How to find the 4 angles from center of a rotated ellipse to it 4 extermaties

Question

I am trying to find an algorithm to derive the 4 angles, from the centre of a rotated ellipse to its extremities. In other words, from the centre to the points where the bounding box touches the ellipse's line.

I have already figured out how to get the bounding box by using:

leftX/rightX  =  h± sqrt(a*a*cos(PI)*cos(PI) + b*b*sin(PI)*sin(PI))
topY/bottomY  =  k± sqrt(a*a*sin(PI)*sin(PI) + b*b*cos(PI)*cos(PI))

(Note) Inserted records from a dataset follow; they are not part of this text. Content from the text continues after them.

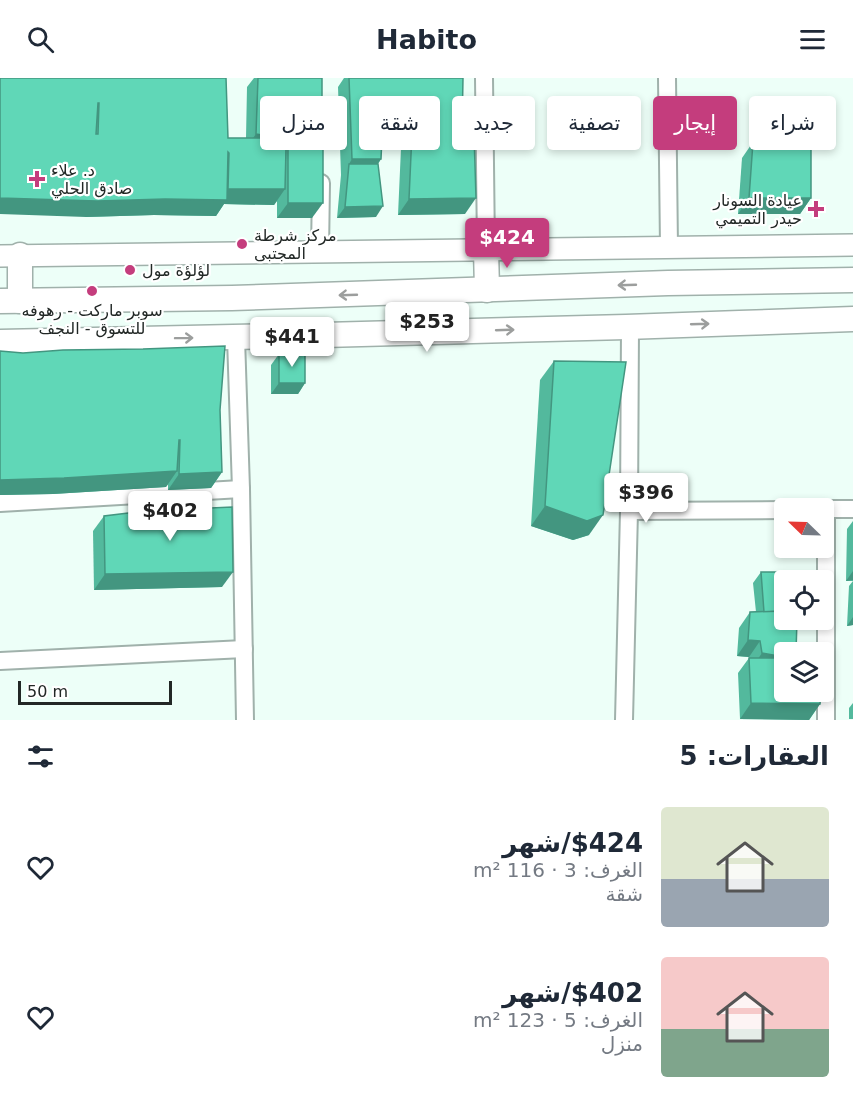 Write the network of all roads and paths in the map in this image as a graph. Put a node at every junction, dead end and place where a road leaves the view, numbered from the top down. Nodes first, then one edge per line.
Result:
1 (484, 78) edge
2 (667, 78) edge
3 (321, 171) edge
4 (853, 244) edge
5 (669, 247) junction
6 (486, 249) junction
7 (320, 252) junction
8 (10, 255) edge
9 (853, 280) edge
10 (779, 281) junction
11 (487, 290) junction
12 (10, 301) edge
13 (853, 319) edge
14 (779, 321) junction
15 (630, 327) junction
16 (236, 338) junction
17 (0, 342) edge
18 (241, 489) junction
19 (0, 503) edge
20 (834, 509) edge
21 (853, 509) edge
22 (774, 510) edge
23 (629, 511) junction
24 (825, 558) edge
25 (244, 650) junction
26 (0, 661) edge
27 (245, 720) edge
28 (624, 720) edge
29 (826, 720) edge

1 - 6 street
2 - 5 street
3 - 7 street
4 - 5 street
5 - 6 street
6 - 7 street
6 - 11 main road
7 - 8 street
8 - 12 main road
9 - 10 main road
10 -> 11 main road
10 - 14 main road
11 -> 12 main road
13 - 14 main road
15 -> 14 main road
16 -> 15 main road
15 - 23 street
17 -> 16 main road
16 - 18 street
18 - 19 street
18 - 25 street
20 - 21 street
22 - 23 street
23 - 28 street
24 - 29 street
25 - 26 street
25 - 27 street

The above gives me the bounding box AND:

the x of the left and right points

the y of the top and bottom points

But I need the x and y of the left and right points and the x and y of the top and bottom points in order to calculate the angles.

I feel like I missing something simple but could not find it.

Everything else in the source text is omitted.